• INSTRUCTIONS FOR THE TASK: Copy out exactly the lines from the start of the data to the line containing "ctx.restore()". Include both.

• SOURCE DATA:
^^^^

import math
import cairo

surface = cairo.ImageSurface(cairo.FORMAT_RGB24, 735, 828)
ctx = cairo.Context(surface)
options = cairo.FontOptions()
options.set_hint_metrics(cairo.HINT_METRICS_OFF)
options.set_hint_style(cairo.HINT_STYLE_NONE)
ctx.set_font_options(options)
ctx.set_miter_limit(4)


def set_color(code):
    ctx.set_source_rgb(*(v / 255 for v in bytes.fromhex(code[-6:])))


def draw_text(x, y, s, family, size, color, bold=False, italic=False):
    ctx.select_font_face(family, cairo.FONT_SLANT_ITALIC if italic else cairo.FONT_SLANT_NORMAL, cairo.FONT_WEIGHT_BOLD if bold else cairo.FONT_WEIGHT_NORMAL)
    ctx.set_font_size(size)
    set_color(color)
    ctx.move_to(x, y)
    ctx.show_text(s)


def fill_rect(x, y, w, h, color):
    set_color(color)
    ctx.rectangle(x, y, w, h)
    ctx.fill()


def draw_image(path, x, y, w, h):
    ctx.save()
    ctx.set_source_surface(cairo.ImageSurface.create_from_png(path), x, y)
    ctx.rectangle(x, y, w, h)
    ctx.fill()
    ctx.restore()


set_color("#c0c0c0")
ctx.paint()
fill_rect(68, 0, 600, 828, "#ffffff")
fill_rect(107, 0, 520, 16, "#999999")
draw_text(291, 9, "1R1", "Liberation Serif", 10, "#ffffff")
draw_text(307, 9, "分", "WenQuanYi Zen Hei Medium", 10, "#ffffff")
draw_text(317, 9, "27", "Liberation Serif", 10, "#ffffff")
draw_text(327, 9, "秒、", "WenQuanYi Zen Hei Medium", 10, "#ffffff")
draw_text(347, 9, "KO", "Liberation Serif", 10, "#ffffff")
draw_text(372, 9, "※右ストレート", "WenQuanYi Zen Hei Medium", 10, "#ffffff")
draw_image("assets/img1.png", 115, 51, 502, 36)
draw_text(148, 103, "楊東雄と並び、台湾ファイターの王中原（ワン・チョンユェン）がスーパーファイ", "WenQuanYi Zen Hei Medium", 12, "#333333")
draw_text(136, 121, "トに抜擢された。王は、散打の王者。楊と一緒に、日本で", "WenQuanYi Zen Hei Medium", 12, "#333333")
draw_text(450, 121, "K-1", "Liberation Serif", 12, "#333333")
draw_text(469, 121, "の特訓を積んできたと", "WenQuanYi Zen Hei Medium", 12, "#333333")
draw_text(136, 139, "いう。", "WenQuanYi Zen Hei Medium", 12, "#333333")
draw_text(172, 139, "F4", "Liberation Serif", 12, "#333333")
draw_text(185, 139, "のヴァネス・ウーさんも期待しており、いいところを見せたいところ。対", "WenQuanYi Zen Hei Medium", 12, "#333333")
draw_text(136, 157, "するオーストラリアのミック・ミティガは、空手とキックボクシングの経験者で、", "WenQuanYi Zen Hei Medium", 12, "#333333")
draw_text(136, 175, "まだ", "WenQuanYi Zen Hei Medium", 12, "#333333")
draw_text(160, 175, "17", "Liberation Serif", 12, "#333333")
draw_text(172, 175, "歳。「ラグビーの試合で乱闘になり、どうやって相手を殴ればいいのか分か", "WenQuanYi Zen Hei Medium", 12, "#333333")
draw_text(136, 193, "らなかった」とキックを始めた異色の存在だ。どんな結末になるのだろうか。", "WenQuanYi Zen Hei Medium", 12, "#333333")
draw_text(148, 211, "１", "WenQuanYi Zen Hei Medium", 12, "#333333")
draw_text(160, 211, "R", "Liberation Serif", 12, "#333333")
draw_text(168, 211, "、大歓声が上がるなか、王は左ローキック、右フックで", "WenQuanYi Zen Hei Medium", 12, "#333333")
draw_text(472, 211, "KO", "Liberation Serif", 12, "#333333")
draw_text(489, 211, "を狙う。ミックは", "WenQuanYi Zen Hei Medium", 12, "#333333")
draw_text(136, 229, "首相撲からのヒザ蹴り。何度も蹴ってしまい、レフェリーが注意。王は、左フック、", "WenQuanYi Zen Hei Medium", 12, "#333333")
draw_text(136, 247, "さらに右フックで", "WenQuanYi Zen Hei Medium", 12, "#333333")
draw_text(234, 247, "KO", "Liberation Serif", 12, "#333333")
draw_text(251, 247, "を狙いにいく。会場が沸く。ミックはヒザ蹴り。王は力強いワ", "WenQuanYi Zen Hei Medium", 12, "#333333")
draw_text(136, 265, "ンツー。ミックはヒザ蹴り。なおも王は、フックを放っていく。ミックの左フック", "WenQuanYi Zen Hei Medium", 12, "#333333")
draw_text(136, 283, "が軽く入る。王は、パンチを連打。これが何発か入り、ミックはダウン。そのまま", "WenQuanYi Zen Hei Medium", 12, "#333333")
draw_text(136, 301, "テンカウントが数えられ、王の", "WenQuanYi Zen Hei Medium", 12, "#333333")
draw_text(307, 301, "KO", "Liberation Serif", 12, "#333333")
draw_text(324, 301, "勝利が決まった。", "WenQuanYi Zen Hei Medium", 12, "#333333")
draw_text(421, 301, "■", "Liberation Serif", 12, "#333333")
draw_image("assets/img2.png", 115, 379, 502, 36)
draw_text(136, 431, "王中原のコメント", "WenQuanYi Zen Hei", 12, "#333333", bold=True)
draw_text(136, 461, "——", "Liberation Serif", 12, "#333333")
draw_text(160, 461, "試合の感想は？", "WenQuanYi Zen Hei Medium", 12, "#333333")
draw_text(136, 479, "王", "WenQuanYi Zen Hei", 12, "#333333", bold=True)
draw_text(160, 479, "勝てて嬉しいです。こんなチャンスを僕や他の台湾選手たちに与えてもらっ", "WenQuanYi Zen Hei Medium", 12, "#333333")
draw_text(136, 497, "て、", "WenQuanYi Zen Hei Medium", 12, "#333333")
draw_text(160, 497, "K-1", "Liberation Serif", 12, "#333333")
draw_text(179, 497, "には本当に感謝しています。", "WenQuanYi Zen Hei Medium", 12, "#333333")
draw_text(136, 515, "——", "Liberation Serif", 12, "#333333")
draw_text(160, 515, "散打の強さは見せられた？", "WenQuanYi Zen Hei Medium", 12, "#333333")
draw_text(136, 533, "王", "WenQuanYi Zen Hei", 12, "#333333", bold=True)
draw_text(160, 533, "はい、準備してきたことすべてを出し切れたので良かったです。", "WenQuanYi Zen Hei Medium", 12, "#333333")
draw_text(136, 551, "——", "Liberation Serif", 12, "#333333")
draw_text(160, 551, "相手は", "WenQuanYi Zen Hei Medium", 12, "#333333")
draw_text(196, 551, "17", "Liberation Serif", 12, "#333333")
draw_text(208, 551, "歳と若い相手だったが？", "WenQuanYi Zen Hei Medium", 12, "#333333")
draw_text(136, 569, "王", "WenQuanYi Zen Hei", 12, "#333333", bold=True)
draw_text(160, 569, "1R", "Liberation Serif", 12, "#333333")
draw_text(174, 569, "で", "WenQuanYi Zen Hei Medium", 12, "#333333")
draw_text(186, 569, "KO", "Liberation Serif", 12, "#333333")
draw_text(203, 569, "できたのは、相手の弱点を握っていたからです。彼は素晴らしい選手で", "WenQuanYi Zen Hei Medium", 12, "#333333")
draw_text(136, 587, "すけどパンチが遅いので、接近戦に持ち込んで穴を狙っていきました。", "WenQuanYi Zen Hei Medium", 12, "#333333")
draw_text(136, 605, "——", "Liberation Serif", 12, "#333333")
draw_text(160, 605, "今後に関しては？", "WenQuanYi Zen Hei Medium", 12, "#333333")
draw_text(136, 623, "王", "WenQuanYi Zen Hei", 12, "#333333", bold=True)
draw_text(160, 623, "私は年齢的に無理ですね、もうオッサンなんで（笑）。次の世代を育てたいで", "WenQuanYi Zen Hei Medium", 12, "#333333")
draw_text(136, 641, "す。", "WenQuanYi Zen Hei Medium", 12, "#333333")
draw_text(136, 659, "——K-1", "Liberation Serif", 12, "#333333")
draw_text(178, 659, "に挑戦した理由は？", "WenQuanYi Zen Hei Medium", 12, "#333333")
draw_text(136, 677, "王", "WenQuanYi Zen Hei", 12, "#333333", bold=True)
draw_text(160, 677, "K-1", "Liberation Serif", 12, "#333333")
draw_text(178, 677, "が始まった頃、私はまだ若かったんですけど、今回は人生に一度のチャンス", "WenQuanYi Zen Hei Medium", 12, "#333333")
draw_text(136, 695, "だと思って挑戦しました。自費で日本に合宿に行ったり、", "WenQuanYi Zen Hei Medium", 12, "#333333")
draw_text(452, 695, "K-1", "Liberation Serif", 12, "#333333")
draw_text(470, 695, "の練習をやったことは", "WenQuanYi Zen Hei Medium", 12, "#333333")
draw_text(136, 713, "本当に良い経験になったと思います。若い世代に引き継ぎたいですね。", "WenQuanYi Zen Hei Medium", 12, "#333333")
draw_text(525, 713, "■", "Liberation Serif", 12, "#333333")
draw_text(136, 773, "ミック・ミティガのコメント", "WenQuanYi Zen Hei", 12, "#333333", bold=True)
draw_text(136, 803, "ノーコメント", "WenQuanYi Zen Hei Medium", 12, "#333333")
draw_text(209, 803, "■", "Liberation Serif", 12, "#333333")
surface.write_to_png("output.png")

^^^^

• ANSWER:
import math
import cairo

surface = cairo.ImageSurface(cairo.FORMAT_RGB24, 735, 828)
ctx = cairo.Context(surface)
options = cairo.FontOptions()
options.set_hint_metrics(cairo.HINT_METRICS_OFF)
options.set_hint_style(cairo.HINT_STYLE_NONE)
ctx.set_font_options(options)
ctx.set_miter_limit(4)


def set_color(code):
    ctx.set_source_rgb(*(v / 255 for v in bytes.fromhex(code[-6:])))


def draw_text(x, y, s, family, size, color, bold=False, italic=False):
    ctx.select_font_face(family, cairo.FONT_SLANT_ITALIC if italic else cairo.FONT_SLANT_NORMAL, cairo.FONT_WEIGHT_BOLD if bold else cairo.FONT_WEIGHT_NORMAL)
    ctx.set_font_size(size)
    set_color(color)
    ctx.move_to(x, y)
    ctx.show_text(s)


def fill_rect(x, y, w, h, color):
    set_color(color)
    ctx.rectangle(x, y, w, h)
    ctx.fill()


def draw_image(path, x, y, w, h):
    ctx.save()
    ctx.set_source_surface(cairo.ImageSurface.create_from_png(path), x, y)
    ctx.rectangle(x, y, w, h)
    ctx.fill()
    ctx.restore()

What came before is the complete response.